In September, Michael Schadler, executive vice president of the Florida Tomato Exchange, said there is strong support in the U.S. agricultural community for terminating the Tomato Suspension Agreement and imposing antidumping duties on Mexican tomatoes.
He said over 100 American tomato growers from 13 states have called on the Commerce Department to terminate the Suspension Agreement.
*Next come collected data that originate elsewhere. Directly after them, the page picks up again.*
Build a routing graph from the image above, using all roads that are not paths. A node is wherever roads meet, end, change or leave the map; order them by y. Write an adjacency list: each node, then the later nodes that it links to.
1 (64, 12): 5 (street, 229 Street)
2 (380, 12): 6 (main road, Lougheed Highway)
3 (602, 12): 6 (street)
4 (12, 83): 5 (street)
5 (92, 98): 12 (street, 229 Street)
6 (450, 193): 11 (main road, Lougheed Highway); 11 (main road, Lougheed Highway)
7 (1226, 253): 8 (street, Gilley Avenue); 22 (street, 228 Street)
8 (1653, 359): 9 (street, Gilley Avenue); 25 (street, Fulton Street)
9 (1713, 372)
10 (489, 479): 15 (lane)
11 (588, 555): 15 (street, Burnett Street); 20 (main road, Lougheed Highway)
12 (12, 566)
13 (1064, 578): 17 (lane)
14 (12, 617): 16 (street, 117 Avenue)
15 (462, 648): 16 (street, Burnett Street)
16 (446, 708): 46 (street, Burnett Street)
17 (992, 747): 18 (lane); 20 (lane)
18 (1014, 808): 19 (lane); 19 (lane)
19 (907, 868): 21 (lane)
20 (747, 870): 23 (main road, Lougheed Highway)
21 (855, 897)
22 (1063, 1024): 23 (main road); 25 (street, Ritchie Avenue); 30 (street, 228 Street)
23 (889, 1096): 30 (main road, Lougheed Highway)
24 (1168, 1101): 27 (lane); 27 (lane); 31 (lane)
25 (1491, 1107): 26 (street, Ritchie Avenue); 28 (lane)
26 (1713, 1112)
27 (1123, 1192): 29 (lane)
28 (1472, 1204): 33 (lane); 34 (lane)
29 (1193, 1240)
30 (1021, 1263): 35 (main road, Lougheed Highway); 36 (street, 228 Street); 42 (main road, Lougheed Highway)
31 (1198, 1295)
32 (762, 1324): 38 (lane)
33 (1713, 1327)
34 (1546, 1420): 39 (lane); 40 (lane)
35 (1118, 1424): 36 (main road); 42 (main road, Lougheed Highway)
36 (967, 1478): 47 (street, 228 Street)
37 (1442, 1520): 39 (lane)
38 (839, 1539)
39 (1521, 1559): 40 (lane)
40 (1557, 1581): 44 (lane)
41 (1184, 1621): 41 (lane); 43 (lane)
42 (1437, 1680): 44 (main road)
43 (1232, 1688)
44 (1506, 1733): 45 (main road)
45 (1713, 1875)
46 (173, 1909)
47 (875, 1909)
This includes tomato growers from Alabama, Arkansas, California, Florida, Georgia, Iowa, Michigan, Minnesota, New Jersey, North Carolina, Pennsylvania, South Carolina and Tennessee.
Termination of the Tomato Suspension Agreement, and the imposition of antidumping duties, will not put any restrictions on the volume of Mexican tomatoes permitted to enter the U.S., Schadler said then.
“Rather, it will only ensure that Mexican tomatoes are sold at fair prices, in accordance with U.S. and international law, as well as the USMCA,” he said in September.
In public comments filed recently, the Fresh Produce Association of the Americas, a group of U.S. distributors of Mexican fresh produce, said the Florida Tomato Exchange provides “no plausible explanation” or factual support for why an antidumping order will do a better job than the 2019 Suspension Agreement to address any alleged problems.
“FTE’s comments are more notable for what they did not address than for the rehash of its weak and unsupported attempt to justify its termination request,” the FPAA said in its filing.
Abandoning the reference price under the 2019 Suspension Agreement and imposing antidumping duties will deprive the U.S. tomato market of vine-ripe tomato varieties that the domestic industry does not produce and will destabilize the U.S. tomato market because of increased volatility in pricing, the FPAA said in its comments. “In short, abandoning the 2019 Suspension Agreement and imposing antidumping duties will harm, not help, the domestic industry,” the FPAA said.
The FPAA told The Packer via email that approximately 450 U.S. companies have signed a letter asking that the suspension agreement stay in place.
The FPAA said in its comments that imposing antidumping duties will not:
- Provide the additional agricultural labor needed by domestic tomato growers.
- Prevent catastrophic hurricanes or freezes that endanger domestic crops or stop the oceans from rising that are raising the salinity of domestic growing fields.
- Improve the FTE members’ poor soil and pest conditions.
- Stem the increasing pressure of urbanization and suburbanization encroaching on farmland.
FPAA also said in its comments that the FTE has “totally ignored” the dramatically increased volatility of the U.S. tomato market if antidumping duties are imposed, compared with the stability and certainty provided by the floor Reference Price under the suspension agreement.
Importers will have to deal with lengthy risks of antidumping duties increasing retroactively and paying increased amounts of collateral for surety bonds needed to cover antidumping duty entries, the FPAA said in its comments. “This uncertainty about the ultimate antidumping duty liability will be an accelerant to an increasingly volatile tomato market if the Reference Price system is terminated,” the group said.